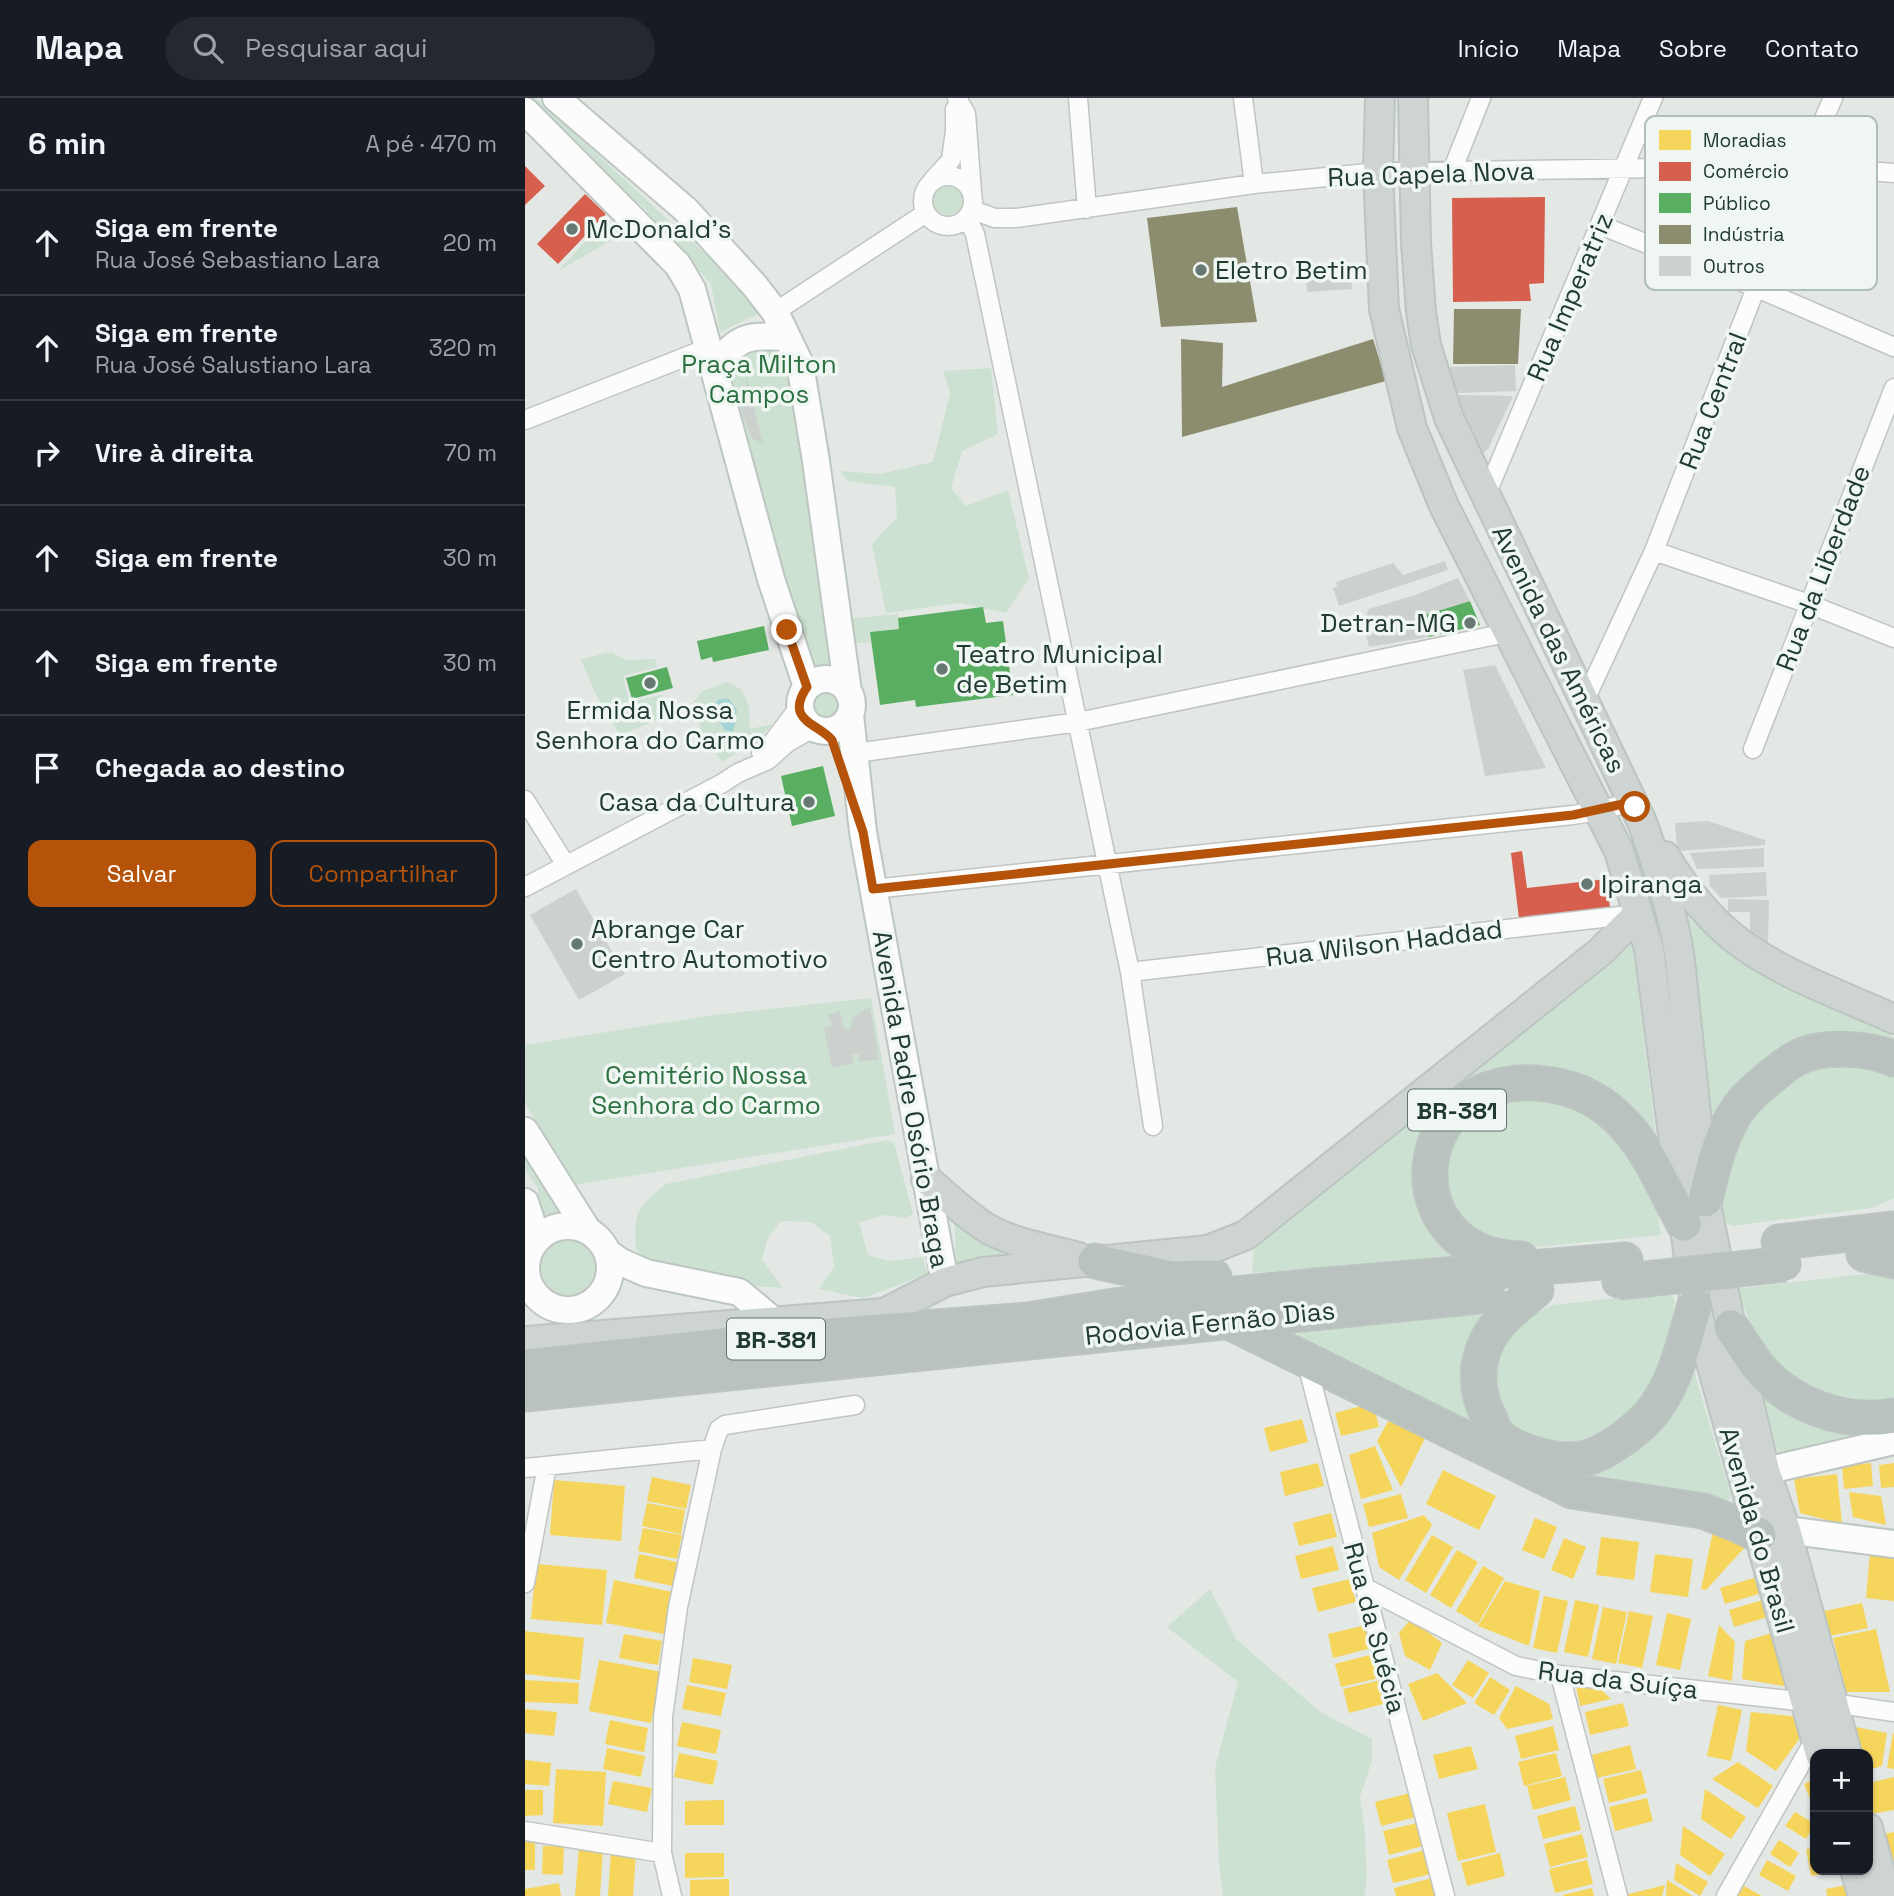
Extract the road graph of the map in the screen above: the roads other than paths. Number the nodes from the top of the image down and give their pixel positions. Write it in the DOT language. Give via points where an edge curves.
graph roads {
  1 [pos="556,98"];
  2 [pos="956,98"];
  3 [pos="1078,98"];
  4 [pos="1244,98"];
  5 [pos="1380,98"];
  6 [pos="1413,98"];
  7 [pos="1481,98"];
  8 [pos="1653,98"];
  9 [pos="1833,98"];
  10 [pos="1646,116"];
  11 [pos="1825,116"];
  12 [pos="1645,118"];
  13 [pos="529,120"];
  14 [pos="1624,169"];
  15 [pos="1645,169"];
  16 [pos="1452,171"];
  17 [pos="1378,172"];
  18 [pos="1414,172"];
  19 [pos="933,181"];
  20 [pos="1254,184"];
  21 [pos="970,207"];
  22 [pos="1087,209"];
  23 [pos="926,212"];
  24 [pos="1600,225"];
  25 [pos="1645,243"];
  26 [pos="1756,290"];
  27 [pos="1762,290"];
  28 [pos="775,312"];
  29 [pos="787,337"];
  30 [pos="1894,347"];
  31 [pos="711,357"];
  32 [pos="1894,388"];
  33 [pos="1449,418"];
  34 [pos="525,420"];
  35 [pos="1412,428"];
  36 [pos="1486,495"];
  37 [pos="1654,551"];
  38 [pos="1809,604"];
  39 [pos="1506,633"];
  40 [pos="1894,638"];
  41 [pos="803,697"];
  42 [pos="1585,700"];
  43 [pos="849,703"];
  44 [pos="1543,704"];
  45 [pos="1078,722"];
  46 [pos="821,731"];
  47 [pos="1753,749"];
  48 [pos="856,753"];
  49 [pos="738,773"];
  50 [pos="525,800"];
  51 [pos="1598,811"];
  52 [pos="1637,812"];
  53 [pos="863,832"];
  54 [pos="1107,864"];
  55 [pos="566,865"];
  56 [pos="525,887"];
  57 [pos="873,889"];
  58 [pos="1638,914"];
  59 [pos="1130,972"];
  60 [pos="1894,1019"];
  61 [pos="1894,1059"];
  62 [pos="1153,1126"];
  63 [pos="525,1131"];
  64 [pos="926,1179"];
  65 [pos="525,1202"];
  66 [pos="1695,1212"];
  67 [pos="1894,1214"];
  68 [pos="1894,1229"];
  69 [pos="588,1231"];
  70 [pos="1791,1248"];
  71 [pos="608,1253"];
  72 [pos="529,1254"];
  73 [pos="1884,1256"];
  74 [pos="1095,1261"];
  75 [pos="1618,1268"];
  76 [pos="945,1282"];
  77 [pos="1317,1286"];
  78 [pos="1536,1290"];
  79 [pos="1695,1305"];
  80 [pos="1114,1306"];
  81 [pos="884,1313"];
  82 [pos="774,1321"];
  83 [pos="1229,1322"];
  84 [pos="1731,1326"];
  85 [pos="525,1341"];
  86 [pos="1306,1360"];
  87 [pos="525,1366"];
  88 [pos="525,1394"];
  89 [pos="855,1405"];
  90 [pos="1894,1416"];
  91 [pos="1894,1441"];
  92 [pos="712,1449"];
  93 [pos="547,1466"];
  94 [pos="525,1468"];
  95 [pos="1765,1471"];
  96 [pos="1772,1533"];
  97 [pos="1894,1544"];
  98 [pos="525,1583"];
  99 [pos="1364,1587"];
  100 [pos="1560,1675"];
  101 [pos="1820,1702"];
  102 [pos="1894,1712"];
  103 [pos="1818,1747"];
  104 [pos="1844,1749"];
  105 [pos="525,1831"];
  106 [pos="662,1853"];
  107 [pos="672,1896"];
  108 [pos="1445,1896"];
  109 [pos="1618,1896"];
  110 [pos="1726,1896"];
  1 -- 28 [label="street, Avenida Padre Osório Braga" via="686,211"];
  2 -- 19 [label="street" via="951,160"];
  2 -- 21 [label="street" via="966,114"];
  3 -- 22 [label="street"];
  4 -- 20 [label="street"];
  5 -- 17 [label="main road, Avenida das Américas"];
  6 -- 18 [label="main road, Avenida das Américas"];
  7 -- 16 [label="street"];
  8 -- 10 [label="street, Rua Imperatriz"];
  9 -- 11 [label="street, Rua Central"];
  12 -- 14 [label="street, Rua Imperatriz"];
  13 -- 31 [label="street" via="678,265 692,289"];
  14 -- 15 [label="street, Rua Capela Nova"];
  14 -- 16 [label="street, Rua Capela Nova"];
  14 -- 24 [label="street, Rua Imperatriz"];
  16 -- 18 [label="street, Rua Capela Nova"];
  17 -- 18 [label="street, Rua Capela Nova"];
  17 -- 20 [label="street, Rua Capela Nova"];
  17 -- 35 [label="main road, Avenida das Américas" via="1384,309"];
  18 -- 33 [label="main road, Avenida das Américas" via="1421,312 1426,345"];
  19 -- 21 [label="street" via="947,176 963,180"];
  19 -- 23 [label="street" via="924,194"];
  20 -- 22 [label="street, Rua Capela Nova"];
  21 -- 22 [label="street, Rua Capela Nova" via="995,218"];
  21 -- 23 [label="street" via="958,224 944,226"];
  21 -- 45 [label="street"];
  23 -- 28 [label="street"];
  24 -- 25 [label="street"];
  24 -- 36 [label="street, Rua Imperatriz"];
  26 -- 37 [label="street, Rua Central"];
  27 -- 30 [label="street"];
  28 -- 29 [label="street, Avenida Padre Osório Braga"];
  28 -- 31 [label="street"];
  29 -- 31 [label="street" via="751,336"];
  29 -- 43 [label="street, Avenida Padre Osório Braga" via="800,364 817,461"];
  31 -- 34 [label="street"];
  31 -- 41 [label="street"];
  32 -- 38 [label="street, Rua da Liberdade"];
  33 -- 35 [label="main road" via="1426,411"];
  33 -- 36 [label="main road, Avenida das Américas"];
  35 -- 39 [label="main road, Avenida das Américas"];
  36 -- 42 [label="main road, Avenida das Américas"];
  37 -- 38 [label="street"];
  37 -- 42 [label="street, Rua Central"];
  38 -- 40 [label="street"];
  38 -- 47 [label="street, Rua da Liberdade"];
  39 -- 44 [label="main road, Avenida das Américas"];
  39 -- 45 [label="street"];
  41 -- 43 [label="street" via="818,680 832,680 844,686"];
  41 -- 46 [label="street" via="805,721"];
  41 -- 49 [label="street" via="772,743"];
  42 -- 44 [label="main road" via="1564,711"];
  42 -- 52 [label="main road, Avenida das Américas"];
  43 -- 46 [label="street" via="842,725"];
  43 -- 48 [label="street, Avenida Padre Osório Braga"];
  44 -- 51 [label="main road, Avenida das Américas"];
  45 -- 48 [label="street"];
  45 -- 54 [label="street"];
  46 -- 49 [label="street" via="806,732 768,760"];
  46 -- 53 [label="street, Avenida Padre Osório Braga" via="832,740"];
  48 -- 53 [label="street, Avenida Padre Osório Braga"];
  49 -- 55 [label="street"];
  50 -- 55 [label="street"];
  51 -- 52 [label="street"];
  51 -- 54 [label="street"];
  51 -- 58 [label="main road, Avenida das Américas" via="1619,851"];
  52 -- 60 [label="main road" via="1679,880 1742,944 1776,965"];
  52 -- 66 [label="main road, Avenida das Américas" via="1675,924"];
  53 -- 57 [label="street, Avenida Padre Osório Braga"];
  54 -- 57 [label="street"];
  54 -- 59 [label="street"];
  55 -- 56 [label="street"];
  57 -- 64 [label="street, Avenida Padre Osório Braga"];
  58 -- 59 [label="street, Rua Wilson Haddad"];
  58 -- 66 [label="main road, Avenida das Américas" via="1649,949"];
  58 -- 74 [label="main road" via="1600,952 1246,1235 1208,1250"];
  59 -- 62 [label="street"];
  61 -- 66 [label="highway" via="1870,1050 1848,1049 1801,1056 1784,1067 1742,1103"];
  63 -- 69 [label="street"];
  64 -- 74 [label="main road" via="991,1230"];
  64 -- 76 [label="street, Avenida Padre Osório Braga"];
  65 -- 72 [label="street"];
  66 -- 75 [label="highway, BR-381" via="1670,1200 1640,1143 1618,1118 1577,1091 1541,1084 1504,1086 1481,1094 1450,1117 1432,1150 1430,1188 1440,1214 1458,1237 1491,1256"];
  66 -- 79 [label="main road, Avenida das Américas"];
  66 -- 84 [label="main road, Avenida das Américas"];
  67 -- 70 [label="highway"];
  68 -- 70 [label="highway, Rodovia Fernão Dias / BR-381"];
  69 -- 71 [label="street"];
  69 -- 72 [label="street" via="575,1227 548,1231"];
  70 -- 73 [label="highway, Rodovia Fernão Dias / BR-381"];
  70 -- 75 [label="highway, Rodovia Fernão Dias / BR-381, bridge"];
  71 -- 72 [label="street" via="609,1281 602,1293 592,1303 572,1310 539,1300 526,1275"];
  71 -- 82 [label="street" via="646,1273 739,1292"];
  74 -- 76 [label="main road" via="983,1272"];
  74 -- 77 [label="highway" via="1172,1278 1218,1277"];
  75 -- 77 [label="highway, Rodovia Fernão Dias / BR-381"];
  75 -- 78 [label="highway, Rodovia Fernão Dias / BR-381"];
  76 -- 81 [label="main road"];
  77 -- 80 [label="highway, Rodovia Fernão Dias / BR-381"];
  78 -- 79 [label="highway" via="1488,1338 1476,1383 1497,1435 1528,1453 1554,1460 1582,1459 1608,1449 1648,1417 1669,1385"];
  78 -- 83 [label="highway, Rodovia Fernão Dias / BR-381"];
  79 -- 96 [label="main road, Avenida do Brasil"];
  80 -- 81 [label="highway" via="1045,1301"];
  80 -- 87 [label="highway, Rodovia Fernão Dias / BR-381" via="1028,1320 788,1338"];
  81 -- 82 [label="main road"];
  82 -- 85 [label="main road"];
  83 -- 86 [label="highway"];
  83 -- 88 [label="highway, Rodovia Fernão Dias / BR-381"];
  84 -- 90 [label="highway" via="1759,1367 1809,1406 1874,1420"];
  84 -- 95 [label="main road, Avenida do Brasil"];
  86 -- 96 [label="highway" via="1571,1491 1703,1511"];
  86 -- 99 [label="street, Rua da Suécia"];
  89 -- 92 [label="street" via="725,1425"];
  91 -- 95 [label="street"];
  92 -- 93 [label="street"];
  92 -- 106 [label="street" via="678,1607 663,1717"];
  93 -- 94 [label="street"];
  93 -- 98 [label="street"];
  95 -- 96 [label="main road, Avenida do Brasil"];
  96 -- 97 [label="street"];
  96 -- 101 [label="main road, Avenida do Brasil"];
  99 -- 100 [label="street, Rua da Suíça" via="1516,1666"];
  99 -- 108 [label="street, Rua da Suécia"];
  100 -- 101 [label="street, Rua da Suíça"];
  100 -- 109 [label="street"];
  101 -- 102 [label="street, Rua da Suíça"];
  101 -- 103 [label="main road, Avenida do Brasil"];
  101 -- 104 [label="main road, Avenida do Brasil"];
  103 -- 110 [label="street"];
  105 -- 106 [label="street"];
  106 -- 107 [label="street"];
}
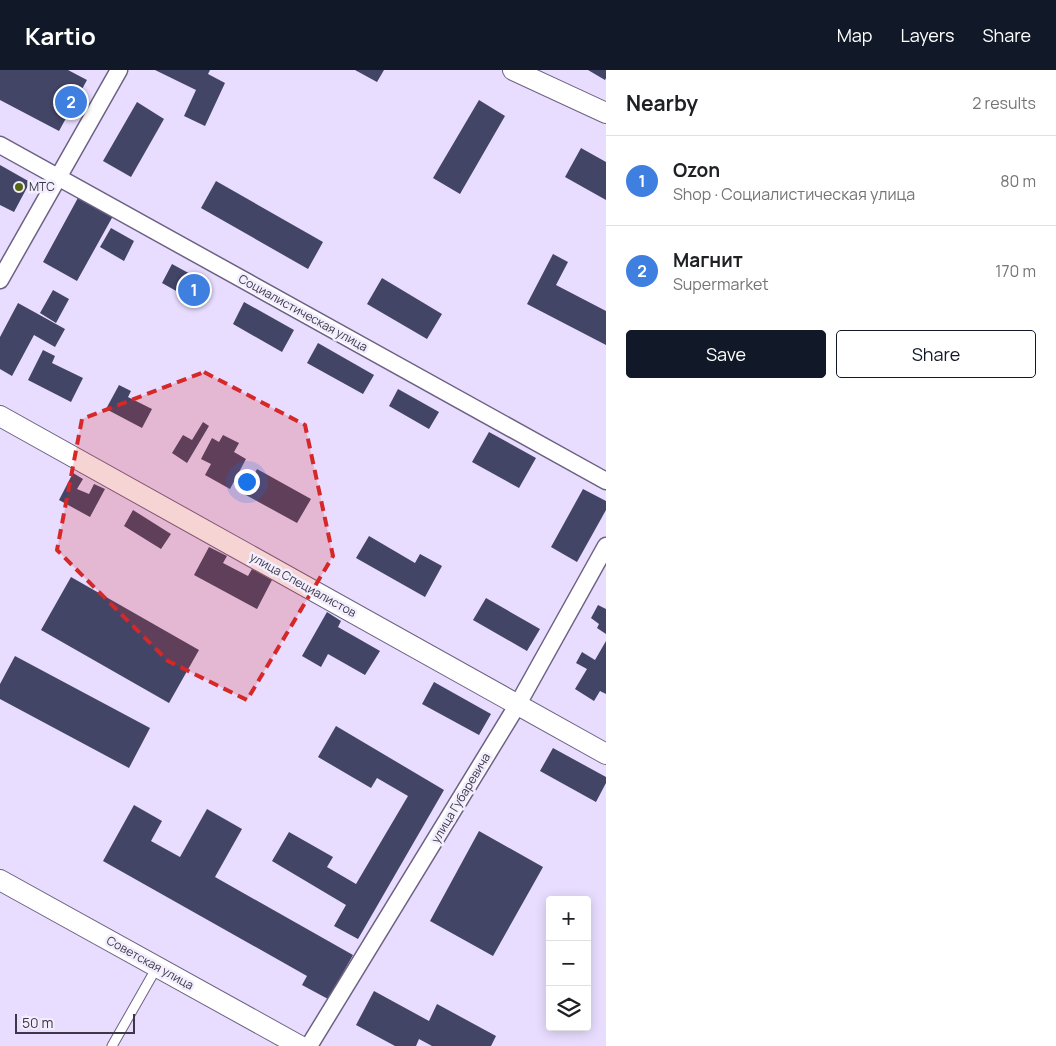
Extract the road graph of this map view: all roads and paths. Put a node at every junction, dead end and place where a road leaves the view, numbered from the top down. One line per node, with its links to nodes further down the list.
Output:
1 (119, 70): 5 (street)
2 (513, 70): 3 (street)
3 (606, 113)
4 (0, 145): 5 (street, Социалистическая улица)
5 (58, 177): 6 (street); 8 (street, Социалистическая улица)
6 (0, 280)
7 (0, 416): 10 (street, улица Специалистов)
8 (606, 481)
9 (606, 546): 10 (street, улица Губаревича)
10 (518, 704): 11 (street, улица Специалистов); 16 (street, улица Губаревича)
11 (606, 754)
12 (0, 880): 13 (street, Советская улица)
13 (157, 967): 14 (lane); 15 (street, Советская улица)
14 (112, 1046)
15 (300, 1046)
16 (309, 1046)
● ● ● ●
§ **EXERCISE GOAL**
Starting at the line that contains "Extract the road graph of this" and ending at the last line of the data, repeat each line exactly; include nothing else.

§ **TASK RESPONSE**
Extract the road graph of this map view: all roads and paths. Put a node at every junction, dead end and place where a road leaves the view, numbered from the top down. One line per node, with its links to nodes further down the list.
Output:
1 (119, 70): 5 (street)
2 (513, 70): 3 (street)
3 (606, 113)
4 (0, 145): 5 (street, Социалистическая улица)
5 (58, 177): 6 (street); 8 (street, Социалистическая улица)
6 (0, 280)
7 (0, 416): 10 (street, улица Специалистов)
8 (606, 481)
9 (606, 546): 10 (street, улица Губаревича)
10 (518, 704): 11 (street, улица Специалистов); 16 (street, улица Губаревича)
11 (606, 754)
12 (0, 880): 13 (street, Советская улица)
13 (157, 967): 14 (lane); 15 (street, Советская улица)
14 (112, 1046)
15 (300, 1046)
16 (309, 1046)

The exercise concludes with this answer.